Ms. Qian reported that her community is located 10 to 15 minutes away from Linan City, with over 800 houses in total, a portion of which are still in the final selling phase. Houses previously sold at around 2 million RMB are now being sold for 900,000 RMB, a reduction of over 1 million RMB, almost halving the price. She noted that this trend is prevalent across all regions. Collecting over 1 million RMB for the average person now requires saving for many years. For a regular worker, saving over 1 million RMB equates to potentially reducing the struggle by 20 years.

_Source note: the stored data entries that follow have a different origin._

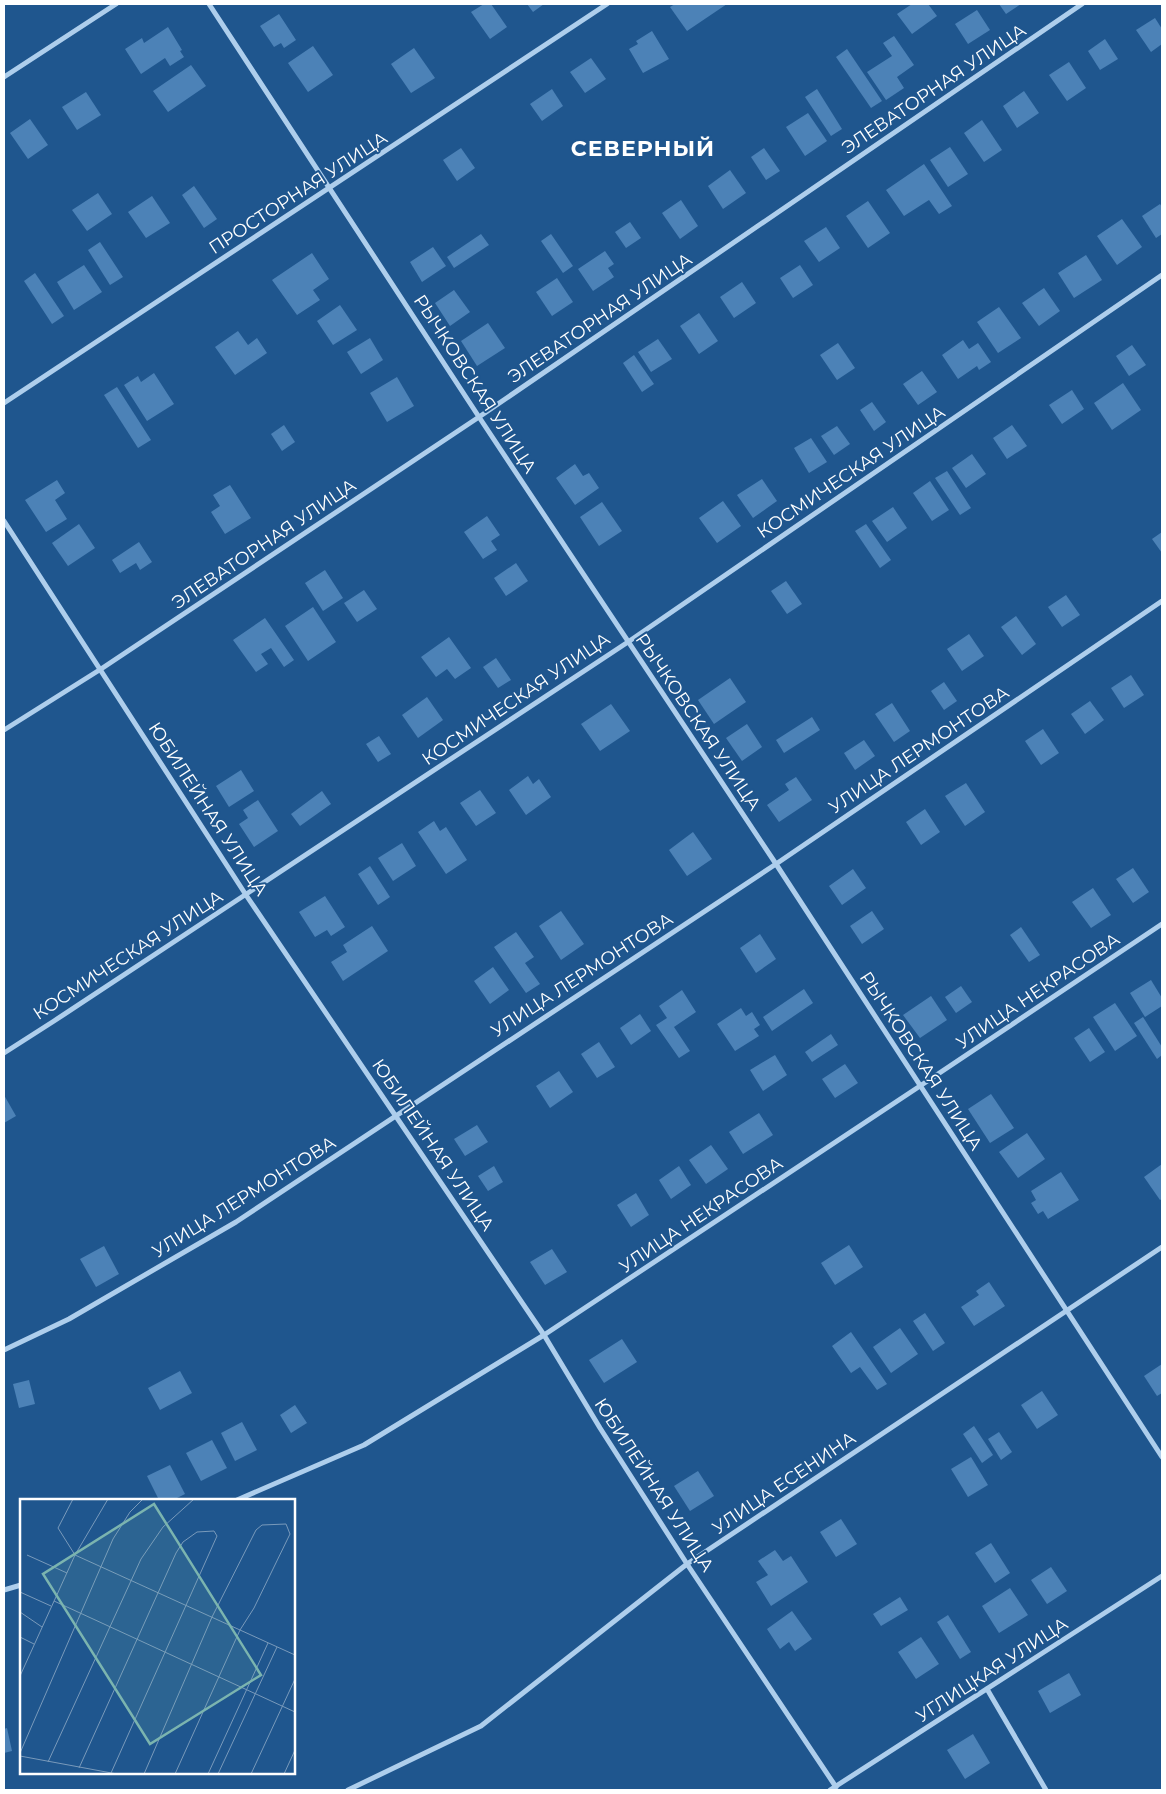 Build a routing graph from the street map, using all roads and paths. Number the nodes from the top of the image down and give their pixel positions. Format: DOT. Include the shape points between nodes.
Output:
graph roads {
  1 [pos="116,4"];
  2 [pos="209,4"];
  3 [pos="607,4"];
  4 [pos="1082,4"];
  5 [pos="4,78"];
  6 [pos="330,188"];
  7 [pos="1162,276"];
  8 [pos="4,403"];
  9 [pos="479,417"];
  10 [pos="4,521"];
  11 [pos="1162,601"];
  12 [pos="628,642"];
  13 [pos="101,669"];
  14 [pos="4,730"];
  15 [pos="776,864"];
  16 [pos="246,894"];
  17 [pos="1162,924"];
  18 [pos="4,1052"];
  19 [pos="920,1086"];
  20 [pos="396,1114"];
  21 [pos="1162,1247"];
  22 [pos="1068,1310"];
  23 [pos="544,1335"];
  24 [pos="4,1350"];
  25 [pos="1162,1457"];
  26 [pos="239,1499"];
  27 [pos="687,1564"];
  28 [pos="1162,1576"];
  29 [pos="20,1585"];
  30 [pos="4,1590"];
  31 [pos="987,1689"];
  32 [pos="836,1789"];
  33 [pos="348,1790"];
  34 [pos="830,1790"];
  35 [pos="1046,1790"];
  1 -- 5 [label="street"];
  2 -- 6 [label="street, РЫЧКОВСКАЯ УЛИЦА"];
  3 -- 6 [label="street, ПРОСТОРНАЯ УЛИЦА"];
  4 -- 9 [label="street, ЭЛЕВАТОРНАЯ УЛИЦА"];
  6 -- 8 [label="street, ПРОСТОРНАЯ УЛИЦА"];
  6 -- 9 [label="street, РЫЧКОВСКАЯ УЛИЦА"];
  7 -- 12 [label="street, КОСМИЧЕСКАЯ УЛИЦА"];
  9 -- 12 [label="street, РЫЧКОВСКАЯ УЛИЦА"];
  9 -- 13 [label="street, ЭЛЕВАТОРНАЯ УЛИЦА"];
  10 -- 13 [label="street, ЮБИЛЕЙНАЯ УЛИЦА"];
  11 -- 15 [label="street, УЛИЦА ЛЕРМОНТОВА"];
  12 -- 15 [label="street, РЫЧКОВСКАЯ УЛИЦА"];
  12 -- 16 [label="street, КОСМИЧЕСКАЯ УЛИЦА"];
  13 -- 14 [label="street, ЭЛЕВАТОРНАЯ УЛИЦА"];
  13 -- 16 [label="street, ЮБИЛЕЙНАЯ УЛИЦА"];
  15 -- 19 [label="street, РЫЧКОВСКАЯ УЛИЦА"];
  15 -- 20 [label="street, УЛИЦА ЛЕРМОНТОВА"];
  16 -- 18 [label="street, КОСМИЧЕСКАЯ УЛИЦА"];
  16 -- 20 [label="street, ЮБИЛЕЙНАЯ УЛИЦА"];
  17 -- 19 [label="street, УЛИЦА НЕКРАСОВА"];
  19 -- 22 [label="street, РЫЧКОВСКАЯ УЛИЦА"];
  19 -- 23 [label="street, УЛИЦА НЕКРАСОВА"];
  20 -- 23 [label="street, ЮБИЛЕЙНАЯ УЛИЦА"];
  20 -- 24 [label="street, УЛИЦА ЛЕРМОНТОВА" via="236,1222 68,1320"];
  21 -- 22 [label="street, УЛИЦА ЕСЕНИНА"];
  22 -- 25 [label="street, РЫЧКОВСКАЯ УЛИЦА"];
  22 -- 27 [label="street, УЛИЦА ЕСЕНИНА"];
  23 -- 26 [label="street, УЛИЦА НЕКРАСОВА" via="364,1445"];
  23 -- 27 [label="street, ЮБИЛЕЙНАЯ УЛИЦА"];
  27 -- 32 [label="street, ЮБИЛЕЙНАЯ УЛИЦА"];
  27 -- 33 [label="street, УЛИЦА ЕСЕНИНА" via="481,1726"];
  28 -- 31 [label="street, УГЛИЦКАЯ УЛИЦА"];
  29 -- 30 [label="street"];
  31 -- 32 [label="street, УГЛИЦКАЯ УЛИЦА"];
  31 -- 35 [label="street"];
  32 -- 34 [label="street, УГЛИЦКАЯ УЛИЦА"];
}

The remaining units are sometimes offered with free parking spaces, which previously cost over 100,000 RMB each. Ms. Qian pointed out that few people are currently purchasing houses in Linan, and the decrease in the population from out-of-town buyers is noticeable. She recommended that potential buyers “wait a little longer,” predicting that second-hand property prices will continue to drop. Ms. Qian suggested that people refrain from buying second-hand houses, as although they are cheaper, many are previously owned by investors and may come with numerous complications after purchase.

To stimulate the persistently abating property market, various Chinese governments have been introducing initiatives such as property tickets, purchase subsidies, and consumer vouchers in an attempt to boost transactions. However, the market response has been limited, with many potential buyers remaining cautious, believing that prices still have room for further decline.

On October 27, multiple districts in Hangzhou (such as Xiaoshan District and Linping District) announced that they would launch a “Purchase + Consumer Voucher” limited-time subsidy campaign.

The purchase activity is scheduled from October 28, 2025, to December 31, 2025, while the consumer voucher can be used from January 20, 2026, to March 31, 2026. Eligible participants in the campaign, confirmed through notarized draws if necessary, will receive a subsidy of 100,000 RMB in consumer vouchers per unit, with a total voucher limit not exceeding 50 million RMB.

This approach doesn’t directly reward buyers with cash incentives but divides the subsidy into two 50,000 RMB general consumer vouchers, with restrictions on merchants, products, and purchasing regions all situated in remote areas of Hangzhou. Industry insiders view these tactics as setting traps for buyers. The designated purchasing regions possess immense unsold new housing inventory and are unlikely to offload with these measures.

Regarding the recent “buying property and receive consumer vouchers” activities initiated by some remote districts in Hangzhou, Ms. Qian pointedly remarked that developers are merely using the guise of consumer vouchers as promotional gimmicks, ultimately representing a strategy of “robbing Peter to pay Paul,” which cannot truly alter the downward trend in housing prices.

Mr. Wu, the real estate agent in Hangzhou, also added that while buying property in designated areas could yield these 100,000 RMB consumer vouchers, buyers should not rush into purchases solely based on these incentives.